## Stored data:

■ ■ ■

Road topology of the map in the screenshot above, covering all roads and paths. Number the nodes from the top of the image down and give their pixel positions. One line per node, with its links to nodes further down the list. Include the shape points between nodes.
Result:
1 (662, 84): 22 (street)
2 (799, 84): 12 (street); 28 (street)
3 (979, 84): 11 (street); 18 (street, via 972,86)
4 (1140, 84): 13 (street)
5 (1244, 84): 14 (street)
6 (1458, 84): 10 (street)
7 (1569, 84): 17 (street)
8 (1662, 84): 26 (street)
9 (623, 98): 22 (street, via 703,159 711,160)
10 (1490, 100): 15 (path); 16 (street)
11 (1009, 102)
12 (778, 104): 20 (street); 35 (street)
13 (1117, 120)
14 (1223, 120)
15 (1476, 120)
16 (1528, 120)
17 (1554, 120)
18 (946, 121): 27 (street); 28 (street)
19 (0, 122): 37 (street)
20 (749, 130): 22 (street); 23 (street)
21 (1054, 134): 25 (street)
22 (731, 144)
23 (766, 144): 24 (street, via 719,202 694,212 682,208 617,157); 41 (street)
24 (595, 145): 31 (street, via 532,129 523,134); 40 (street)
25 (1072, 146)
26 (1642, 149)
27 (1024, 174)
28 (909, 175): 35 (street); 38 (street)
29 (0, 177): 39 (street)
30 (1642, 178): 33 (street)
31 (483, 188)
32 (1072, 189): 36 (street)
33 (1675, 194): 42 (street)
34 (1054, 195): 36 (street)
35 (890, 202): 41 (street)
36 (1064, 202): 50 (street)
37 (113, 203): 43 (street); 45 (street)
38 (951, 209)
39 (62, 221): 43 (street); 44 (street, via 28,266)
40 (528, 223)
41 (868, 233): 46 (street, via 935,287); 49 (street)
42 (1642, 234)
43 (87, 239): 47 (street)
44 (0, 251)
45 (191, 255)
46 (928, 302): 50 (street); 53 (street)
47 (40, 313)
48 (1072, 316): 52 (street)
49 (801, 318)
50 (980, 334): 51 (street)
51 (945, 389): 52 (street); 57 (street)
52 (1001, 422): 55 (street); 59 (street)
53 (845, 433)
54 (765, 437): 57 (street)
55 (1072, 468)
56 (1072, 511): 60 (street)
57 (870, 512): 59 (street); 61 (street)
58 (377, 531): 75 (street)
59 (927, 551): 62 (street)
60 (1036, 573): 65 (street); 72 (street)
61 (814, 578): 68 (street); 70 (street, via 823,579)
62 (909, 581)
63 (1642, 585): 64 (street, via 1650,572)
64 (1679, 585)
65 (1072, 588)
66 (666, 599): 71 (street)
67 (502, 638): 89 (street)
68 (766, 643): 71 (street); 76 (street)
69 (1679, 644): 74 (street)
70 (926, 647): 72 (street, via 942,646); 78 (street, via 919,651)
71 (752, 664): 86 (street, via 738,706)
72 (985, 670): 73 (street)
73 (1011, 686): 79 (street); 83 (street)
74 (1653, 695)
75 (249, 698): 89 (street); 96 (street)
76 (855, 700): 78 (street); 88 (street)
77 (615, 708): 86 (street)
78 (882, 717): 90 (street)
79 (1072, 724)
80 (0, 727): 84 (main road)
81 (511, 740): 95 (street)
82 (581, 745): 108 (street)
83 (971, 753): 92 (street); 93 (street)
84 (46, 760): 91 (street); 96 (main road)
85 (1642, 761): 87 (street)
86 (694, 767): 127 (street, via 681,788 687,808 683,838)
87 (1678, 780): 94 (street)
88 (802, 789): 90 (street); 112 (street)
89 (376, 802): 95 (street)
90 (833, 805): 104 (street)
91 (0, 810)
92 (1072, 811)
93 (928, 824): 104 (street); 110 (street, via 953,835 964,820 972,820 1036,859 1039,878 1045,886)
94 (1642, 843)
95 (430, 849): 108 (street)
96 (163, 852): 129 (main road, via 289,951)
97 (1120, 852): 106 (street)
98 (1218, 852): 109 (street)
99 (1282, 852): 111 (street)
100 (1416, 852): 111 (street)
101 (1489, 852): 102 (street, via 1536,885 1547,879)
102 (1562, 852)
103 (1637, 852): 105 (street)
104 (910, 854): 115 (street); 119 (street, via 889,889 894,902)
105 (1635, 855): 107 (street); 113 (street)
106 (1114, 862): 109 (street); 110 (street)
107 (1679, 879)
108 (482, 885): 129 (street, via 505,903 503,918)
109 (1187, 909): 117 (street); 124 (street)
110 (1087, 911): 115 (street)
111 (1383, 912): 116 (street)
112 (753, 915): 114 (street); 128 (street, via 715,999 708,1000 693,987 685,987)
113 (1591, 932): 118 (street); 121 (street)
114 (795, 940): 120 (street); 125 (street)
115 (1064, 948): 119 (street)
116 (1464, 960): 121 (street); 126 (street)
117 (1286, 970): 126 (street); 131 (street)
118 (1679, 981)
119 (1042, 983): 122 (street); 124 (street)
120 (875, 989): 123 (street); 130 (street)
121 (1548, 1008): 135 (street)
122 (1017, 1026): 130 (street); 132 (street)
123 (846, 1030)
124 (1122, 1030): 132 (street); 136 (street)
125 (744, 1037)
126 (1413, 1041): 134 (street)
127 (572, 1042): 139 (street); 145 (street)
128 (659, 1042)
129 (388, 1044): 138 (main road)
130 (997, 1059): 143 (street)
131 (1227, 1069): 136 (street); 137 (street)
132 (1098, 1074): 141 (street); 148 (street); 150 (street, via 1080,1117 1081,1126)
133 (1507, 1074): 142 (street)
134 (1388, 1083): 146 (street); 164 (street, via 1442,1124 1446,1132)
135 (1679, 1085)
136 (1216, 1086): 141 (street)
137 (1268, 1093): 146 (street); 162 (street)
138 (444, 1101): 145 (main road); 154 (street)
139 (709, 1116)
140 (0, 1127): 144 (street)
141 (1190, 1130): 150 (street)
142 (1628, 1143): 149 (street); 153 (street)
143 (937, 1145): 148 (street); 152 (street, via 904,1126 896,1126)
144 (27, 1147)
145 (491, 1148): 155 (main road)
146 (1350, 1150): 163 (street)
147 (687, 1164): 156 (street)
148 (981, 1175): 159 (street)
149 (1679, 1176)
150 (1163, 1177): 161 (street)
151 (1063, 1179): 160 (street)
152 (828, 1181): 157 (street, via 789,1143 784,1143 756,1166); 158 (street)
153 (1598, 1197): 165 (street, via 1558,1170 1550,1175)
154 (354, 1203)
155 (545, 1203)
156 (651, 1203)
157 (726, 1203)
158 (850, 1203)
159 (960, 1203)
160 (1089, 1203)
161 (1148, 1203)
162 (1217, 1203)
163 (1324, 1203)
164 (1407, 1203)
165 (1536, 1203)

■ ■ ■

## Work order:
In the answer, each line of the data must appear exactly as written.

## Result for this task:
Road topology of the map in the screenshot above, covering all roads and paths. Number the nodes from the top of the image down and give their pixel positions. One line per node, with its links to nodes further down the list. Include the shape points between nodes.
Result:
1 (662, 84): 22 (street)
2 (799, 84): 12 (street); 28 (street)
3 (979, 84): 11 (street); 18 (street, via 972,86)
4 (1140, 84): 13 (street)
5 (1244, 84): 14 (street)
6 (1458, 84): 10 (street)
7 (1569, 84): 17 (street)
8 (1662, 84): 26 (street)
9 (623, 98): 22 (street, via 703,159 711,160)
10 (1490, 100): 15 (path); 16 (street)
11 (1009, 102)
12 (778, 104): 20 (street); 35 (street)
13 (1117, 120)
14 (1223, 120)
15 (1476, 120)
16 (1528, 120)
17 (1554, 120)
18 (946, 121): 27 (street); 28 (street)
19 (0, 122): 37 (street)
20 (749, 130): 22 (street); 23 (street)
21 (1054, 134): 25 (street)
22 (731, 144)
23 (766, 144): 24 (street, via 719,202 694,212 682,208 617,157); 41 (street)
24 (595, 145): 31 (street, via 532,129 523,134); 40 (street)
25 (1072, 146)
26 (1642, 149)
27 (1024, 174)
28 (909, 175): 35 (street); 38 (street)
29 (0, 177): 39 (street)
30 (1642, 178): 33 (street)
31 (483, 188)
32 (1072, 189): 36 (street)
33 (1675, 194): 42 (street)
34 (1054, 195): 36 (street)
35 (890, 202): 41 (street)
36 (1064, 202): 50 (street)
37 (113, 203): 43 (street); 45 (street)
38 (951, 209)
39 (62, 221): 43 (street); 44 (street, via 28,266)
40 (528, 223)
41 (868, 233): 46 (street, via 935,287); 49 (street)
42 (1642, 234)
43 (87, 239): 47 (street)
44 (0, 251)
45 (191, 255)
46 (928, 302): 50 (street); 53 (street)
47 (40, 313)
48 (1072, 316): 52 (street)
49 (801, 318)
50 (980, 334): 51 (street)
51 (945, 389): 52 (street); 57 (street)
52 (1001, 422): 55 (street); 59 (street)
53 (845, 433)
54 (765, 437): 57 (street)
55 (1072, 468)
56 (1072, 511): 60 (street)
57 (870, 512): 59 (street); 61 (street)
58 (377, 531): 75 (street)
59 (927, 551): 62 (street)
60 (1036, 573): 65 (street); 72 (street)
61 (814, 578): 68 (street); 70 (street, via 823,579)
62 (909, 581)
63 (1642, 585): 64 (street, via 1650,572)
64 (1679, 585)
65 (1072, 588)
66 (666, 599): 71 (street)
67 (502, 638): 89 (street)
68 (766, 643): 71 (street); 76 (street)
69 (1679, 644): 74 (street)
70 (926, 647): 72 (street, via 942,646); 78 (street, via 919,651)
71 (752, 664): 86 (street, via 738,706)
72 (985, 670): 73 (street)
73 (1011, 686): 79 (street); 83 (street)
74 (1653, 695)
75 (249, 698): 89 (street); 96 (street)
76 (855, 700): 78 (street); 88 (street)
77 (615, 708): 86 (street)
78 (882, 717): 90 (street)
79 (1072, 724)
80 (0, 727): 84 (main road)
81 (511, 740): 95 (street)
82 (581, 745): 108 (street)
83 (971, 753): 92 (street); 93 (street)
84 (46, 760): 91 (street); 96 (main road)
85 (1642, 761): 87 (street)
86 (694, 767): 127 (street, via 681,788 687,808 683,838)
87 (1678, 780): 94 (street)
88 (802, 789): 90 (street); 112 (street)
89 (376, 802): 95 (street)
90 (833, 805): 104 (street)
91 (0, 810)
92 (1072, 811)
93 (928, 824): 104 (street); 110 (street, via 953,835 964,820 972,820 1036,859 1039,878 1045,886)
94 (1642, 843)
95 (430, 849): 108 (street)
96 (163, 852): 129 (main road, via 289,951)
97 (1120, 852): 106 (street)
98 (1218, 852): 109 (street)
99 (1282, 852): 111 (street)
100 (1416, 852): 111 (street)
101 (1489, 852): 102 (street, via 1536,885 1547,879)
102 (1562, 852)
103 (1637, 852): 105 (street)
104 (910, 854): 115 (street); 119 (street, via 889,889 894,902)
105 (1635, 855): 107 (street); 113 (street)
106 (1114, 862): 109 (street); 110 (street)
107 (1679, 879)
108 (482, 885): 129 (street, via 505,903 503,918)
109 (1187, 909): 117 (street); 124 (street)
110 (1087, 911): 115 (street)
111 (1383, 912): 116 (street)
112 (753, 915): 114 (street); 128 (street, via 715,999 708,1000 693,987 685,987)
113 (1591, 932): 118 (street); 121 (street)
114 (795, 940): 120 (street); 125 (street)
115 (1064, 948): 119 (street)
116 (1464, 960): 121 (street); 126 (street)
117 (1286, 970): 126 (street); 131 (street)
118 (1679, 981)
119 (1042, 983): 122 (street); 124 (street)
120 (875, 989): 123 (street); 130 (street)
121 (1548, 1008): 135 (street)
122 (1017, 1026): 130 (street); 132 (street)
123 (846, 1030)
124 (1122, 1030): 132 (street); 136 (street)
125 (744, 1037)
126 (1413, 1041): 134 (street)
127 (572, 1042): 139 (street); 145 (street)
128 (659, 1042)
129 (388, 1044): 138 (main road)
130 (997, 1059): 143 (street)
131 (1227, 1069): 136 (street); 137 (street)
132 (1098, 1074): 141 (street); 148 (street); 150 (street, via 1080,1117 1081,1126)
133 (1507, 1074): 142 (street)
134 (1388, 1083): 146 (street); 164 (street, via 1442,1124 1446,1132)
135 (1679, 1085)
136 (1216, 1086): 141 (street)
137 (1268, 1093): 146 (street); 162 (street)
138 (444, 1101): 145 (main road); 154 (street)
139 (709, 1116)
140 (0, 1127): 144 (street)
141 (1190, 1130): 150 (street)
142 (1628, 1143): 149 (street); 153 (street)
143 (937, 1145): 148 (street); 152 (street, via 904,1126 896,1126)
144 (27, 1147)
145 (491, 1148): 155 (main road)
146 (1350, 1150): 163 (street)
147 (687, 1164): 156 (street)
148 (981, 1175): 159 (street)
149 (1679, 1176)
150 (1163, 1177): 161 (street)
151 (1063, 1179): 160 (street)
152 (828, 1181): 157 (street, via 789,1143 784,1143 756,1166); 158 (street)
153 (1598, 1197): 165 (street, via 1558,1170 1550,1175)
154 (354, 1203)
155 (545, 1203)
156 (651, 1203)
157 (726, 1203)
158 (850, 1203)
159 (960, 1203)
160 (1089, 1203)
161 (1148, 1203)
162 (1217, 1203)
163 (1324, 1203)
164 (1407, 1203)
165 (1536, 1203)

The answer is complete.